====== Data supplied ======

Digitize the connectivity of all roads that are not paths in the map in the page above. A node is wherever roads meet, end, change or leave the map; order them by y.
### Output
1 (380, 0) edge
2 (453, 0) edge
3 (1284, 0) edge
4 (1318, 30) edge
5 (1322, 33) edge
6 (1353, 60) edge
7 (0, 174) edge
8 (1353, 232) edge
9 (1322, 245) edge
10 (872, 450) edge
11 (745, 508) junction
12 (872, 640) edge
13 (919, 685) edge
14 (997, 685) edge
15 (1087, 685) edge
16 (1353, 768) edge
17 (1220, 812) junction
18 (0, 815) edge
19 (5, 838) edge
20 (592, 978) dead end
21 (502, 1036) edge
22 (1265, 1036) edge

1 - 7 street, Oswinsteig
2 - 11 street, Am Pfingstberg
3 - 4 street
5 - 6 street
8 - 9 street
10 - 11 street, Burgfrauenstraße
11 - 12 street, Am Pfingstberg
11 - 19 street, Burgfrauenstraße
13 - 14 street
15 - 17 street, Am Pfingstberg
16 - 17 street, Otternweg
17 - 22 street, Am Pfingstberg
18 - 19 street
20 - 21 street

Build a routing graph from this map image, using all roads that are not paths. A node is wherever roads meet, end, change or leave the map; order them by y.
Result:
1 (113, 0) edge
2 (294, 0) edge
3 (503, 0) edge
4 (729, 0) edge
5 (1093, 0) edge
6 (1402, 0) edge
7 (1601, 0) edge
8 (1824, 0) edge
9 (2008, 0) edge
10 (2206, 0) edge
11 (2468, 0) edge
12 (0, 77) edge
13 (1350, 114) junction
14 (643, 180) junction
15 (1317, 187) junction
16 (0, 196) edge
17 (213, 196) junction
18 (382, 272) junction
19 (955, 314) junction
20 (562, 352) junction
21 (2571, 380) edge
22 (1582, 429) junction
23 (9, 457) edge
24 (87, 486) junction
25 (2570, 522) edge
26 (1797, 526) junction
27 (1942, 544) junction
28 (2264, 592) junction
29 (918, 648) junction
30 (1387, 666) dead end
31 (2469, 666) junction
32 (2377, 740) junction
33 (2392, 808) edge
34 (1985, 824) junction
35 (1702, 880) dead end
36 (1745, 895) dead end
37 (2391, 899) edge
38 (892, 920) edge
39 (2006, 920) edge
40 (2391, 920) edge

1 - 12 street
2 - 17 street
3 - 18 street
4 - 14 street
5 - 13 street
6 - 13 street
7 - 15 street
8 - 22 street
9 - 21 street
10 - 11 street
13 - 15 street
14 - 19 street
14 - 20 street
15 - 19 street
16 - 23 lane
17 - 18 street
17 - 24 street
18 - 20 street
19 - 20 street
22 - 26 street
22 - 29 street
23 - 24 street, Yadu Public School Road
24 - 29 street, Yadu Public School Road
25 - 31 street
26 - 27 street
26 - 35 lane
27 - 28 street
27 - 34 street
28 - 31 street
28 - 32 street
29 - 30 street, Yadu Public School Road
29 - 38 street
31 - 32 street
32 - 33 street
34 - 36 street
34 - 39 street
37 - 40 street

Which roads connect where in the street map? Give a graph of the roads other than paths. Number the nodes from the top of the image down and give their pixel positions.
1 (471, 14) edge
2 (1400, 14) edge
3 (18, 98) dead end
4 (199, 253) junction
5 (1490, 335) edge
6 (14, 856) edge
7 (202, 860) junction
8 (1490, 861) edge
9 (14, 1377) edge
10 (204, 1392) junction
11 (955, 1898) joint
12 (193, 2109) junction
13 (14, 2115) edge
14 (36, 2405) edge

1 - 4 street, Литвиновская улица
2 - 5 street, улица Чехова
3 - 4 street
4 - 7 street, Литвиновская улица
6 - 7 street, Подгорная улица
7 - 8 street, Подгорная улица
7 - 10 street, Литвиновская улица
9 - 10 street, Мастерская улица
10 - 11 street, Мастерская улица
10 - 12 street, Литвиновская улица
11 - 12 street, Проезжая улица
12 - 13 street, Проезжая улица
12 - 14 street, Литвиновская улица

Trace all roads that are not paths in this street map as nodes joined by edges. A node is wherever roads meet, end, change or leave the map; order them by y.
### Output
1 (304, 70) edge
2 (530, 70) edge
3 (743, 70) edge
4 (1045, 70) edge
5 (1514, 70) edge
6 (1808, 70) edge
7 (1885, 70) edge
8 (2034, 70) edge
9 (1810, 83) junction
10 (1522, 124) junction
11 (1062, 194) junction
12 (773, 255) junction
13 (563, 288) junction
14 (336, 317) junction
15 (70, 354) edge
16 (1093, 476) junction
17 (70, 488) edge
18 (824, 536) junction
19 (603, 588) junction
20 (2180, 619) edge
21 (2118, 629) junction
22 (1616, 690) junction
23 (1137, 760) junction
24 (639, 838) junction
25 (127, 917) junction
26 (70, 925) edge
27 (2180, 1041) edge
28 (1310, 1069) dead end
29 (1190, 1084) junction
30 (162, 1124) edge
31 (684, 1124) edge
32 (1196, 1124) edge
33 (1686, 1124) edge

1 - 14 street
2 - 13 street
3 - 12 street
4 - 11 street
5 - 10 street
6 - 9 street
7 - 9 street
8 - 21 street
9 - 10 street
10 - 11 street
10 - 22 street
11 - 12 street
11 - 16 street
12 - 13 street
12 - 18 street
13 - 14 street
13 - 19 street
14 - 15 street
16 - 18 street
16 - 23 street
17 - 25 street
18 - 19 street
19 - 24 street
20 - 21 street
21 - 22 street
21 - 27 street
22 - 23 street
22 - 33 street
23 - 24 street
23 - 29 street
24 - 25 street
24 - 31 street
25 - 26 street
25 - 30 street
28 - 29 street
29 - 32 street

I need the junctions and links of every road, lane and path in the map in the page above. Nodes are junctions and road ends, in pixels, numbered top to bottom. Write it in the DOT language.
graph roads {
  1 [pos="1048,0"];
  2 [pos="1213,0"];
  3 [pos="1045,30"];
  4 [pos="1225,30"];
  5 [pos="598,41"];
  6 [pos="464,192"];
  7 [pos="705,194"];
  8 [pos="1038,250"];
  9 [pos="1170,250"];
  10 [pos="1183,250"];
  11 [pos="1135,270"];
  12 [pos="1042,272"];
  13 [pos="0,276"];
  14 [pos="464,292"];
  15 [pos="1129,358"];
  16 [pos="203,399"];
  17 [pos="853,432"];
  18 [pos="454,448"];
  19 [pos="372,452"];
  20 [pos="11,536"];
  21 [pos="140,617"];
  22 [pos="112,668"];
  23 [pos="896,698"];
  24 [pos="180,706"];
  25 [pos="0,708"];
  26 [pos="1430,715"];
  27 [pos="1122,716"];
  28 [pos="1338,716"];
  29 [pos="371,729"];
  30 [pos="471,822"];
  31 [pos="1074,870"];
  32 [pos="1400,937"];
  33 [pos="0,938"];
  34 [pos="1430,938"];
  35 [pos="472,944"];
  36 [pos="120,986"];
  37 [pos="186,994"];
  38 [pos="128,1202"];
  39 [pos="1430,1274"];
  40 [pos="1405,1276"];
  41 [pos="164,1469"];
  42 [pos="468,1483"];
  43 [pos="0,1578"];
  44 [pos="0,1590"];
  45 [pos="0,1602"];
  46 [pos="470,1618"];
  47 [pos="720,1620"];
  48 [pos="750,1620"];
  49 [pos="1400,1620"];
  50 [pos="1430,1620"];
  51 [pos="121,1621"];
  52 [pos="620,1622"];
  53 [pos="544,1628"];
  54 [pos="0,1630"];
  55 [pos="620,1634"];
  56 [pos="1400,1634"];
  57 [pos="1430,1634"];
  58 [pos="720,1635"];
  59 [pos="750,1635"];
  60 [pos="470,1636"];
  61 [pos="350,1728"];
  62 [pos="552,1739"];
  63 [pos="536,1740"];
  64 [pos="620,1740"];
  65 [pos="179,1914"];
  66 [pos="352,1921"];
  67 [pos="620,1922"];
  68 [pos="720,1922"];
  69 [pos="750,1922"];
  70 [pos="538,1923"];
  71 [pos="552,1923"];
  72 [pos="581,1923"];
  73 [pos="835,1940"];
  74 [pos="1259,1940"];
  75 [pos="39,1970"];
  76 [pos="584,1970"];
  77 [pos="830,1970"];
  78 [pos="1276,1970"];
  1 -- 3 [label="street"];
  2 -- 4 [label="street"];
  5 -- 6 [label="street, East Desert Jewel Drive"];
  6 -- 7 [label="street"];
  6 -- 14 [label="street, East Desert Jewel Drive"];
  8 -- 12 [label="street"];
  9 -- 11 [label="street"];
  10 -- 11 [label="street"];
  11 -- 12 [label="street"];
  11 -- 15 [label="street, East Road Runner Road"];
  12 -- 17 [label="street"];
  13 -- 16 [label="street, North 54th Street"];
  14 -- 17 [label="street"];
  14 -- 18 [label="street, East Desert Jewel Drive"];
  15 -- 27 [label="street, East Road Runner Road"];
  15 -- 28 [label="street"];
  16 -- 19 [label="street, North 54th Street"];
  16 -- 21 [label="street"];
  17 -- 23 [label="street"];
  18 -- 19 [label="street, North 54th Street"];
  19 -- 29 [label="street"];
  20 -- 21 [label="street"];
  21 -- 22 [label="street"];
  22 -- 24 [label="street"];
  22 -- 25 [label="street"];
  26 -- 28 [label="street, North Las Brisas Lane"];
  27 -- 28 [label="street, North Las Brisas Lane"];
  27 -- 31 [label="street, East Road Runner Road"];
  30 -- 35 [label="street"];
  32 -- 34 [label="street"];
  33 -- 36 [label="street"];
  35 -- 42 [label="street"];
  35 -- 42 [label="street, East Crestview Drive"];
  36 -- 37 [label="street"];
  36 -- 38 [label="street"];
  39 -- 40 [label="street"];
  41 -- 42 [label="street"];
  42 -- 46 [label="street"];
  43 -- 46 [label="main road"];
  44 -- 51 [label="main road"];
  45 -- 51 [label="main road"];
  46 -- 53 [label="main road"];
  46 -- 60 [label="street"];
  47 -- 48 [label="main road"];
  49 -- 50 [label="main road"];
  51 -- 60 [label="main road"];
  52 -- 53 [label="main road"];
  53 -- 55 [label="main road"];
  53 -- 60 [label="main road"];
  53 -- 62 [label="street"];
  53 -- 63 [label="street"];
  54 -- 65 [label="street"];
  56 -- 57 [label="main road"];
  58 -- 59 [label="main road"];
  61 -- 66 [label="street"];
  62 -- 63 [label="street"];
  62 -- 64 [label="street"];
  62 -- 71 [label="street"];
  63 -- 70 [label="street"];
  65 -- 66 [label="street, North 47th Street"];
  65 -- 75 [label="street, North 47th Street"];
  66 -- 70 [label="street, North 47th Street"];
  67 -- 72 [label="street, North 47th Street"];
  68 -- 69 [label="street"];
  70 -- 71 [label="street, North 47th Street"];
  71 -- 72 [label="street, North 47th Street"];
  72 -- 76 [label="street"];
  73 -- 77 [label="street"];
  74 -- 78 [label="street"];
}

======

» About this exercise:
Pick out the lines above that hold the string "Литвиновская" and show them.

» Written reply:
1 - 4 street, Литвиновская улица
4 - 7 street, Литвиновская улица
7 - 10 street, Литвиновская улица
10 - 12 street, Литвиновская улица
12 - 14 street, Литвиновская улица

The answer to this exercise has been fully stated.